Department of Labor Finalizes New Safe Harbor for Electronic Delivery of Retirement Plan Disclosures
On May 21, 2020, the U.S. Department of Labor (the "DOL") finalized its proposed regulation expanding electronic delivery for retirement plan disclosures. On balance, the final regulation is generally consistent with the proposed regulation, although there are a number of key differences, including the addition of a new "direct email" delivery option not included in the proposed regulation.
The final regulation will likely provide welcome relief for plan sponsors and administrators frustrated by the limitations of the current DOL safe harbor for employees with work-related computer access ("wired at work") or who have consented to electronic delivery ("consumer consent"). However, there are detailed content, notice, and timing requirements in the new electronic delivery safe harbor that require careful review before implementation.

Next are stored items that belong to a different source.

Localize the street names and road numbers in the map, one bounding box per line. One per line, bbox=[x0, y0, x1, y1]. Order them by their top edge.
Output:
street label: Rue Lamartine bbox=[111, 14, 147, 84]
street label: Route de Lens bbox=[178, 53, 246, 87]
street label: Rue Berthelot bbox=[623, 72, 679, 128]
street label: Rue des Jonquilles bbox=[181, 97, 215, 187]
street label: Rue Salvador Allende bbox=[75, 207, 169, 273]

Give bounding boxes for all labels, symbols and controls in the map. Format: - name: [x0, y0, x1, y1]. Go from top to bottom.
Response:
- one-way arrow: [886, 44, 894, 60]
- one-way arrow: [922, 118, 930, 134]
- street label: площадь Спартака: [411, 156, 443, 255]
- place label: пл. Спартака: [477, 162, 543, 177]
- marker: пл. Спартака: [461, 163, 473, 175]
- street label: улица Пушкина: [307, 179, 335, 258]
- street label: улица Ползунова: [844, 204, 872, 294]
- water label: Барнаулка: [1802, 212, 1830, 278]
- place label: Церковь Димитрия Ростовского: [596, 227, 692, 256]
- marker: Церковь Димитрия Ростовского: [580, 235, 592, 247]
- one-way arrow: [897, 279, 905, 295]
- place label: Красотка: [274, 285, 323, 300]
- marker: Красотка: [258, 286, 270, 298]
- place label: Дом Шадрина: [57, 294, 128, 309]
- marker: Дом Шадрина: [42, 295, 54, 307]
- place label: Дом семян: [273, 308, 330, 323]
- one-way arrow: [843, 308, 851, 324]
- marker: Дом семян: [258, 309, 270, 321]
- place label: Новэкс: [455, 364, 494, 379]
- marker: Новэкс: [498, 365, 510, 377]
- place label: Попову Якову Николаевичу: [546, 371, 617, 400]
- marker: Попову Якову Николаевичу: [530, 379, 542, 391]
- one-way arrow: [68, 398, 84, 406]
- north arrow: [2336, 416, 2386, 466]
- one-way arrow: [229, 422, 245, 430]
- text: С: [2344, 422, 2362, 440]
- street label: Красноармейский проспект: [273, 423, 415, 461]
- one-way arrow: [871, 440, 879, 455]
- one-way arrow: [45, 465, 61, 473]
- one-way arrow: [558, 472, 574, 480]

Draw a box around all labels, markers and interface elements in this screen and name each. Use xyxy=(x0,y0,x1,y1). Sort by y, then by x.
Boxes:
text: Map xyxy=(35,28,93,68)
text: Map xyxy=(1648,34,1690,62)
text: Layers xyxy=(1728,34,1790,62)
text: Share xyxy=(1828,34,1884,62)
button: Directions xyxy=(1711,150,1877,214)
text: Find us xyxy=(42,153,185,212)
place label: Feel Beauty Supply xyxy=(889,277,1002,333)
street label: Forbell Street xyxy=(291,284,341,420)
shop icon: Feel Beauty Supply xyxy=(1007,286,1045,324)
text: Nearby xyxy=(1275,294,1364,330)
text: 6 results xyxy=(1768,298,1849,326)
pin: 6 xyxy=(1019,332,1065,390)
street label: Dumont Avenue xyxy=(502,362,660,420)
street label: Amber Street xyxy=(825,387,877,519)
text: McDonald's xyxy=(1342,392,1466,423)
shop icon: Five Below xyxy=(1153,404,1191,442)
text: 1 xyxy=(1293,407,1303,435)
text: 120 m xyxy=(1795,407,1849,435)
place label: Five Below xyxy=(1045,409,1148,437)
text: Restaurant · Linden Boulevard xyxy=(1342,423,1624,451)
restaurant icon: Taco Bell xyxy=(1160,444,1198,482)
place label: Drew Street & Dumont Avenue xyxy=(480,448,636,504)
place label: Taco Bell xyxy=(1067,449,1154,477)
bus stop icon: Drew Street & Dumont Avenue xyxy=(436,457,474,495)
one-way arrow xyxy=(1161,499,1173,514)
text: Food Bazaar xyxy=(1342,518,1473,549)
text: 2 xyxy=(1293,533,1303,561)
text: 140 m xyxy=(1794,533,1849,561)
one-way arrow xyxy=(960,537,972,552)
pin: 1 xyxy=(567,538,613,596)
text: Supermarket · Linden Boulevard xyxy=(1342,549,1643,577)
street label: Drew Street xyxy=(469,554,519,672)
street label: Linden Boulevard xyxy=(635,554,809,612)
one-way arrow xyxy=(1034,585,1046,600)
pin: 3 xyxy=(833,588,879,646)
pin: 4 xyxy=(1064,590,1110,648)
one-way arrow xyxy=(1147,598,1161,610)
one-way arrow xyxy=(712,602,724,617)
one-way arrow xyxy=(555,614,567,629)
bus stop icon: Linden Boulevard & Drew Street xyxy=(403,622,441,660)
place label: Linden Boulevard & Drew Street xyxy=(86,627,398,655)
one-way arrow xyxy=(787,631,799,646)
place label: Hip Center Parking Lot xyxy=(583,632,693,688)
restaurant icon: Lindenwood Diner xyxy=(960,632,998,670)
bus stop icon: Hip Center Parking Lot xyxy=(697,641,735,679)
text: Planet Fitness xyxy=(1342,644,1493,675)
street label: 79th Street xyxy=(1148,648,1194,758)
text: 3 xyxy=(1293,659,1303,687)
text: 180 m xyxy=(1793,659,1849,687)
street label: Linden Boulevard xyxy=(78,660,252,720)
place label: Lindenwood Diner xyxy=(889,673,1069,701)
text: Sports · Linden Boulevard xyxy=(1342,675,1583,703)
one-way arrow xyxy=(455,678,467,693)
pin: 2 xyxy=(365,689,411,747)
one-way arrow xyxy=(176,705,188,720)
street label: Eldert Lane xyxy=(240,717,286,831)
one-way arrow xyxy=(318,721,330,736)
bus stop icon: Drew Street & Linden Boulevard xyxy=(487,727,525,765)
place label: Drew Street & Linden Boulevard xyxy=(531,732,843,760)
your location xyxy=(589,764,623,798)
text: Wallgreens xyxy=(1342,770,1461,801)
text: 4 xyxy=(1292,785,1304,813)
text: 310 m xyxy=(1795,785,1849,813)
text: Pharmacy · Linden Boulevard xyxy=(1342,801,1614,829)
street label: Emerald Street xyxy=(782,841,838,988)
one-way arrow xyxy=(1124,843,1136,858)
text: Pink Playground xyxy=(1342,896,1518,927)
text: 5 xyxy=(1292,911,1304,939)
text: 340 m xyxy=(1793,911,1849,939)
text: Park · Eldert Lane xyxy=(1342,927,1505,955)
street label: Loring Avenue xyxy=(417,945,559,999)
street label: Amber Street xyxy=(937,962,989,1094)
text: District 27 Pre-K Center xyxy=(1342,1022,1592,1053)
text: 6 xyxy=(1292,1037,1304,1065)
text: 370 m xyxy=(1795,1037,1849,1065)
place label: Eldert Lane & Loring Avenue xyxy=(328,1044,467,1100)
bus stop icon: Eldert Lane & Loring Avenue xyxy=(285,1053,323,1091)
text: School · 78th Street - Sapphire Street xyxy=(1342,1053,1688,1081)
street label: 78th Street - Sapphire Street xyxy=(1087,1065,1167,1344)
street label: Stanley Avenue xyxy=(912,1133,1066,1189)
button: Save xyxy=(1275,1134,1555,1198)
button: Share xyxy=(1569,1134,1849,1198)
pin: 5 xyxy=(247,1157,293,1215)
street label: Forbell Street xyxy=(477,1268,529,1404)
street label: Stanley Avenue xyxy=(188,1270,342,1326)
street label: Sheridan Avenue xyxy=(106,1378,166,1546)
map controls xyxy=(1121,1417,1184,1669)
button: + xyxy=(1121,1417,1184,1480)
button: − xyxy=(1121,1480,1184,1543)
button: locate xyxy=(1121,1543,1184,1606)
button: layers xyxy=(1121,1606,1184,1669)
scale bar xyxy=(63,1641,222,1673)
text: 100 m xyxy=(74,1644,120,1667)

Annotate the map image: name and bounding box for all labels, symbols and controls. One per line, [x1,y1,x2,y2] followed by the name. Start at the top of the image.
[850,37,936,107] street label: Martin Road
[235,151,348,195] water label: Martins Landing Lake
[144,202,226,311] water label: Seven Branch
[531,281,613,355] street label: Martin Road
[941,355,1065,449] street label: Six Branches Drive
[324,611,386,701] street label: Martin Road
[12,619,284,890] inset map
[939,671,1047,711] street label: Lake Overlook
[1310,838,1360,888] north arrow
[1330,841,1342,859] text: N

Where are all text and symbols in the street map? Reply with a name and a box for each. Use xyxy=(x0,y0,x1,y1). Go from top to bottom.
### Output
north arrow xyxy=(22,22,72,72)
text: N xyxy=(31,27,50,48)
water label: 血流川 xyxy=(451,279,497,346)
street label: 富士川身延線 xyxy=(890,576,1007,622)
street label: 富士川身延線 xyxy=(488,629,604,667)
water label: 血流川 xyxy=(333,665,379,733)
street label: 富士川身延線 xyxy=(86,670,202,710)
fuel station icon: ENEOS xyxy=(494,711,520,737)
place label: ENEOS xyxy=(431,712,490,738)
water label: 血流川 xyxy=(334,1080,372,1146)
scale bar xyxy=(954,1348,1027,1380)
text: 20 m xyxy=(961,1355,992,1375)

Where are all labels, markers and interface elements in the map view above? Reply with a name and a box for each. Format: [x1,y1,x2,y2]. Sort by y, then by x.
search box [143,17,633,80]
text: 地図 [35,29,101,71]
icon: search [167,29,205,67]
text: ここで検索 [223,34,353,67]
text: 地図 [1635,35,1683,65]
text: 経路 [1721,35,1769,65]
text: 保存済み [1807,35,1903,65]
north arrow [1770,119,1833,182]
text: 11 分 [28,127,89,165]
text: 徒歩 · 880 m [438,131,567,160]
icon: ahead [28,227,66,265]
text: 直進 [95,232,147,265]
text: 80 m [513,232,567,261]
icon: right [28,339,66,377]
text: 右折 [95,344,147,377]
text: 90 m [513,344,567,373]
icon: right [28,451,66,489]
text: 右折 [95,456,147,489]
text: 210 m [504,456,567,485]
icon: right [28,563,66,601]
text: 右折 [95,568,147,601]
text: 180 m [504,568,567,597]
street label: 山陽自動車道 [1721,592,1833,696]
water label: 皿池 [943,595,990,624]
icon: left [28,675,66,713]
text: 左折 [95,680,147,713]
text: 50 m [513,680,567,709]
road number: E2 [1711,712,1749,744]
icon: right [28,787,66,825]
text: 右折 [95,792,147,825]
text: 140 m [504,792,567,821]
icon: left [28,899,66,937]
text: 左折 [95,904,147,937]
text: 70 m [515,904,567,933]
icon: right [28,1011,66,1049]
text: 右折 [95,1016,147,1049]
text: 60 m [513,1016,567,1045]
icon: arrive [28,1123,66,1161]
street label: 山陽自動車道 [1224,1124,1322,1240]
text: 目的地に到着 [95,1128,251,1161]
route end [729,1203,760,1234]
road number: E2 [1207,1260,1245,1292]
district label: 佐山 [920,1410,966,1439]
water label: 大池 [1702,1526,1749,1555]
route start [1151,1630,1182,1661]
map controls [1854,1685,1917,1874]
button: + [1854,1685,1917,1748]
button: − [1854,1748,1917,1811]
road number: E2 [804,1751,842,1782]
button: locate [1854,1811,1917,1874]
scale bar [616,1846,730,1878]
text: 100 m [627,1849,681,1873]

Threshold Requirements For Using New Electronic Delivery Safe Harbor
To take advantage of the new electronic delivery safe harbor, there are three threshold rules:
- Applies Only to Retirement Plan Disclosures. The safe harbor applies only to the delivery of certain "covered" documents, which generally include any document or information that must be furnished by a retirement plan pursuant to Title I of ERISA, except for any document that must be furnished only upon request. To the disappointment of many commenters on the proposed regulation, the new safe harbor does not apply to health or other welfare benefit plan disclosures.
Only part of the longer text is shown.